L’attacco informatico che ha colpito il sito del quotidiano Libero la notte tra il 7 e l’8 settembre ha spaccato in due la comunità online. Se da un lato AnonPlus_Info, identità dietro alla quale si nascondono gli autori del gesto, è accusato di essere antidemocratico, dall’altra molti difendono l’intervento degli hacker, extrema ratio contro il giornale accusato di fuorviare l’opinione pubblica e di alimentare i nuovi fascismi.
Gli hacker sono i nuovi Robin Hood?
Fatto sta che per alcuni gli hacker sono i nuovi Robin Hood. O almeno ne sono convinti quanti hanno la percezione di vivere in un mondo ingiusto, nel quale nulla può cambiare se non con azioni che vadano a colpire direttamente l’ordine costituito. A rivelarlo è un’indagine condotta da Giovanni Travaglino, docente in psicologia sociale e delle organizzazioni all’Università di Kent, nel Regno Unito. Il suo lavoro, Supporto ad Anonymous come forma di dissenso vicario: un'analisi nel contesto del banditismo sociale, indaga quali sono, negli Stati Uniti e nel Regno Unito, i profili con maggiore probabilità di sostenere gruppi che fanno dell’aperta ostilità al sistema un metodo di azione politica. Ma forse è meglio definirla a-politica in quanto, come spiega lo stesso Travaglino all’Agi, “Il dissenso nei confronti di istituzioni percepite come sorde ai bisogni dell’individuo porta spesso a sostenere gruppi che si propongono di colpire il sistema piuttosto che partecipare al miglioramento dello stesso secondo modalità convenzionali quali il voto o l’attività politica”.

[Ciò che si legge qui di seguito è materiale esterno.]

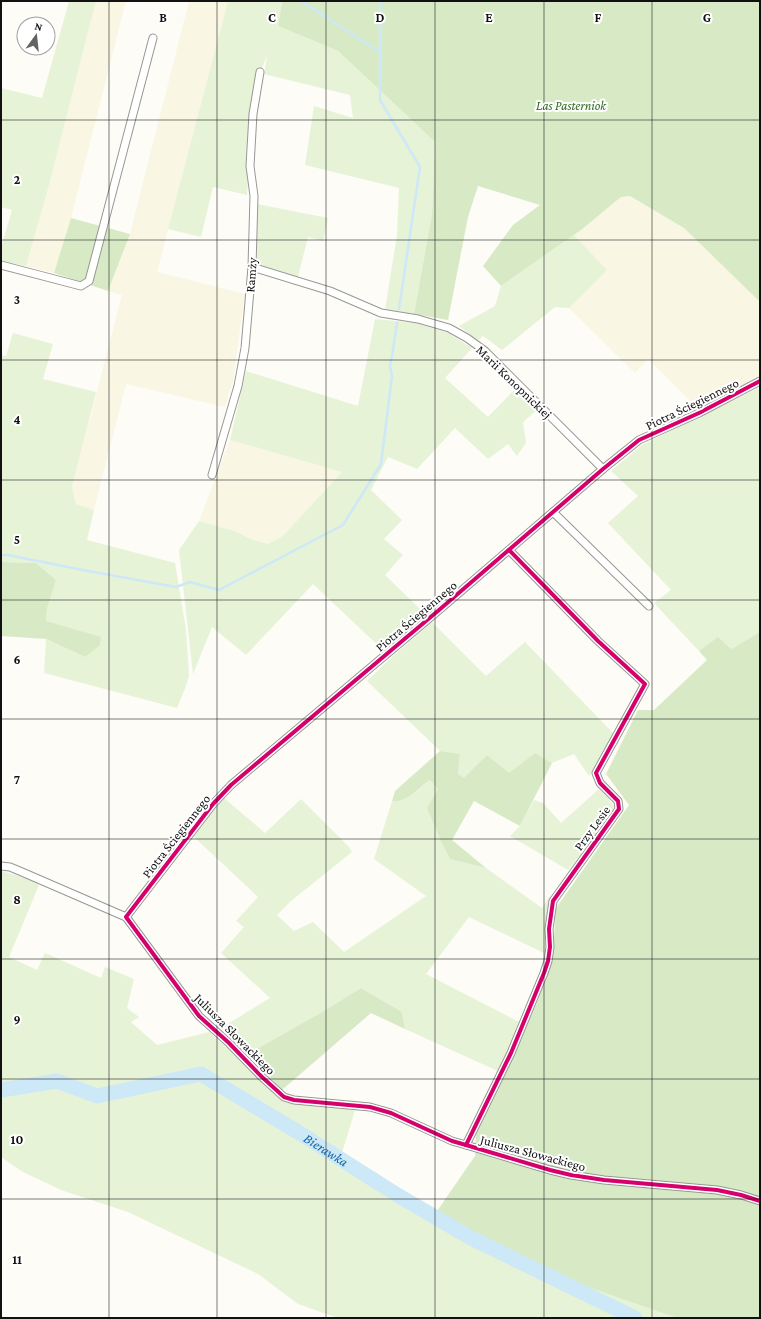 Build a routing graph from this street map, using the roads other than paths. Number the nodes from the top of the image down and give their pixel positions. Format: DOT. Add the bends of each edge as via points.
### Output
graph roads {
  1 [pos="153,38"];
  2 [pos="260,72"];
  3 [pos="1,264"];
  4 [pos="252,267"];
  5 [pos="760,382"];
  6 [pos="603,469"];
  7 [pos="212,475"];
  8 [pos="553,512"];
  9 [pos="509,550"];
  10 [pos="649,606"];
  11 [pos="1,866"];
  12 [pos="126,917"];
  13 [pos="466,1145"];
  14 [pos="760,1201"];
  1 -- 3 [label="street" via="89,281 82,286"];
  2 -- 4 [label="street, Ramży" via="253,114 250,166 254,196"];
  4 -- 6 [label="street, Marii Konopnickiej" via="330,291 381,314 418,319 449,328 468,338 485,351"];
  4 -- 7 [label="street, Ramży" via="245,348 238,386"];
  5 -- 6 [label="street, Piotra Ściegiennego" via="639,440"];
  6 -- 8 [label="street, Piotra Ściegiennego"];
  8 -- 9 [label="street, Piotra Ściegiennego"];
  8 -- 10 [label="street"];
  9 -- 12 [label="street, Piotra Ściegiennego" via="231,785 213,804"];
  9 -- 13 [label="street, Przy Lesie" via="645,684 596,773 600,783 618,801 619,810 553,901 549,928 550,948 544,973 511,1053"];
  11 -- 12 [label="street" via="10,867"];
  12 -- 13 [label="street, Juliusza Słowackiego" via="199,1016 284,1097 370,1107 392,1113"];
  13 -- 14 [label="street, Juliusza Słowackiego" via="571,1175 717,1190"];
}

La loro credibilità è nello scetticismo diffuso verso le istituzioni
Gruppi d’azione diretta come Anonymous sembrerebbero quindi raccogliere maggiori simpatie da parte di chi, pur vedendo la società come intrinsecamente ingiusta e incapace di cambiare, è poco incline a promuovere il cambiamento attraverso un impegno in prima persona, con mezzi convenzionali. “Dalla nostra indagine emerge che chi sostiene l’azione di Anonymous generalmente lo fa più per un desiderio di vendetta individuale che non perché crede che le cose possano cambiare” spiega Travaglino. “Si evidenzia un atteggiamento scettico nei confronti di azioni politiche dirette e una propensione a ‘ferire’ il sistema, colpevole di averci in qualche modo lasciati indietro”.
Azione e delega
Il contrasto che emerge dalla ricerca riguarda la linea di demarcazione tra una visione collettivista e una individualista della società in cui viviamo. Nel primo caso il cittadino è più disponibile a essere politicamente coinvolto, votando o partecipando a movimenti di protesta. Nel secondo preferisce invece demandare l’azione a gruppi con poca attitudine al compromesso e in cui non è coinvolto direttamente. Ma un ambito che dovrebbe essere meglio approfondito in futuro, per Travaglino, è quello di quali e quante forme può prendere un orientamento individualista. “Stanno emergendo nuove forze, che sulla base di dinamiche analoghe, porterebbero le persone a rifugiarsi anche nelle promesse di politici anti-establishment. Penso a Nigel Farage nel Regno Unito e a Donald Trump negli Stati Uniti, o a partiti come il Movimento 5 Stelle in Italia”. In questi casi, secondo le conclusioni della ricerca, i politici speculano sulla retorica del “ridare un bilanciamento al potere”.
Il 'banditismo sociale' come espressione di protesta
L’analisi di Travaglino si fonda sul paradigma del banditismo sociale, introdotto per la prima volta da Eric Hobsbawm alla fine degli anni cinquanta, con il quale intende analizzare il ruolo del fuorilegge nella sua società di riferimento. Quindi il bandito visto come figura che rifiuta l’ordine costituito nel momento in cui questo si configura come ingiusto nei confronti dei più deboli. “Anonymous dà dunque una risposta a quelli che, ormai rassegnati allo stato delle cose, pensano di non poter cambiare attivamente il proprio ambiente sociale” secondo il ricercatore. “Non è un fenomeno inedito, ma anzi ricorre spesso nella storia. Dal brigantaggio nel Regno di Napoli a Robin Hood, che ruba ai ricchi per dare ai poveri, queste figure non si propongono di cambiare la società in meglio, ma si limitano a colpire le élite punendole per le ingiustizie che compiono”.